Prepare inputs for the pipeline.

Parameters:

context (PixelGenerationContext)

Return type:

Any

run_denoising_step()

run_denoising_step(step, cache_state, device, **kwargs)

source

Execute one denoising step with caching logic.

Delegates the actual transformer call to self.run_transformer(), which subclasses override with model-specific arguments.

Parameters:

  • step (int) – Current step index.
  • cache_state (DenoisingCacheState) – Per-request mutable cache state for this stream.
  • device (Device) – Target device.
  • **kwargs (Any) – Model-specific arguments forwarded to run_transformer.

Returns:

noise_pred tensor for this step.

Return type:

Tensor

run_transformer()

run_transformer(cache_state, **kwargs)

source

Run the transformer for one denoising step.

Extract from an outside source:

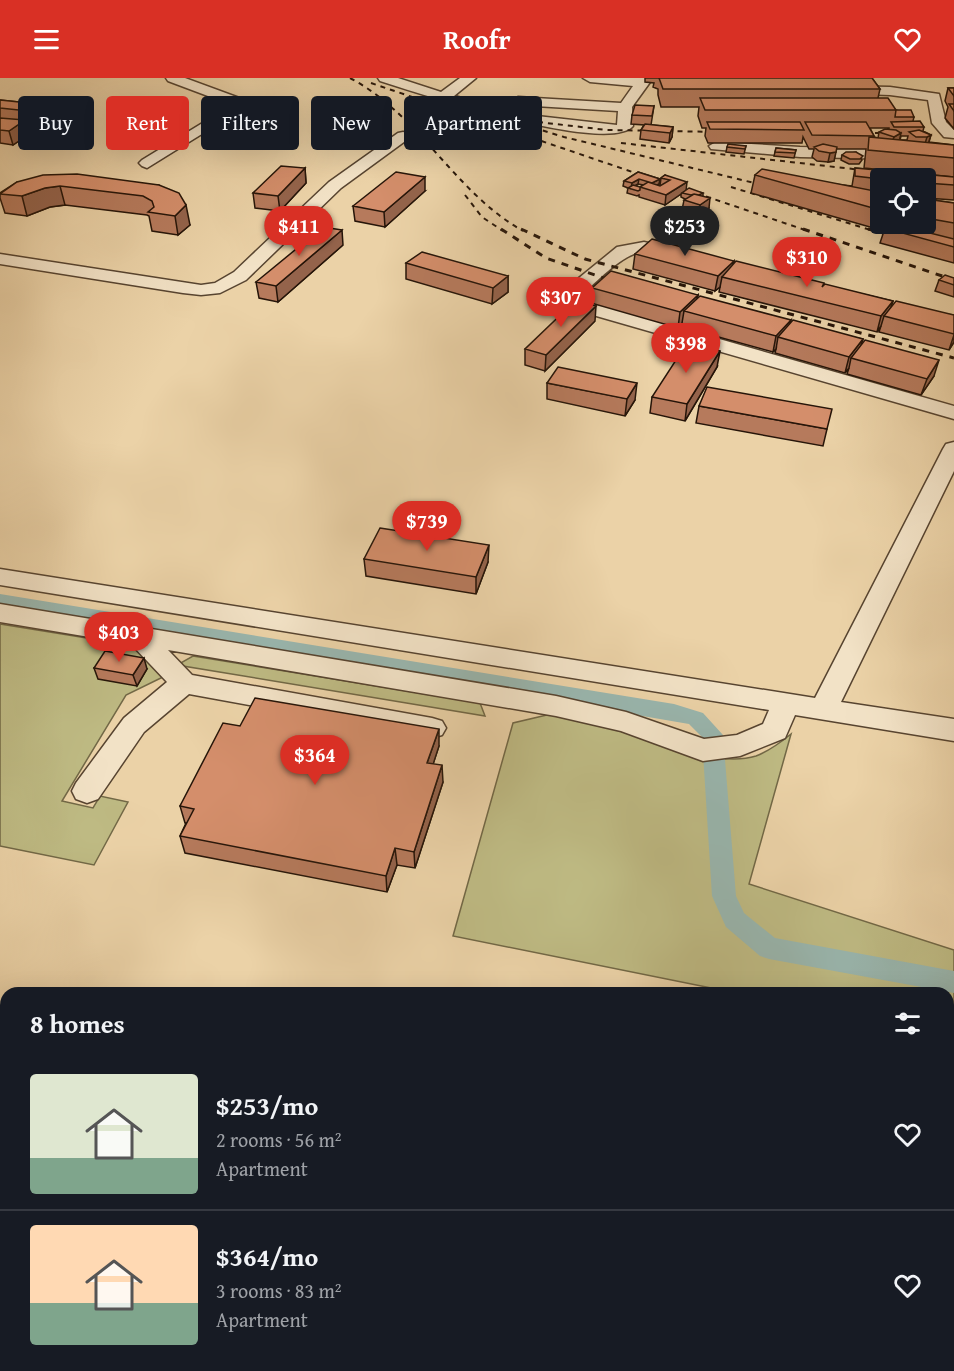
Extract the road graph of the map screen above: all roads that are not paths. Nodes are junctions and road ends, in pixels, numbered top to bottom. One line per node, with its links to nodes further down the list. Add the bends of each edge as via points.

Subclasses must override this to call their transformer with the appropriate model-specific arguments. The method should return (noise_pred,) when first_block_caching is disabled, or (new_residual, noise_pred) when first_block_caching is enabled.

Parameters:

  • cache_state (DenoisingCacheState) – Per-request mutable cache state for this stream.
  • **kwargs (Any) – Model-specific arguments forwarded from run_denoising_step.

Return type:

tuple[Tensor, …]

unprefixed_weight_component

unprefixed_weight_component: str | None = None

source

When set, weight files without a <component>/ prefix are assigned to this component. This supports multi-repo layouts where quantized weights for one component (e.g. the transformer) are shipped as flat files in a separate repo while the remaining components use the base model repo.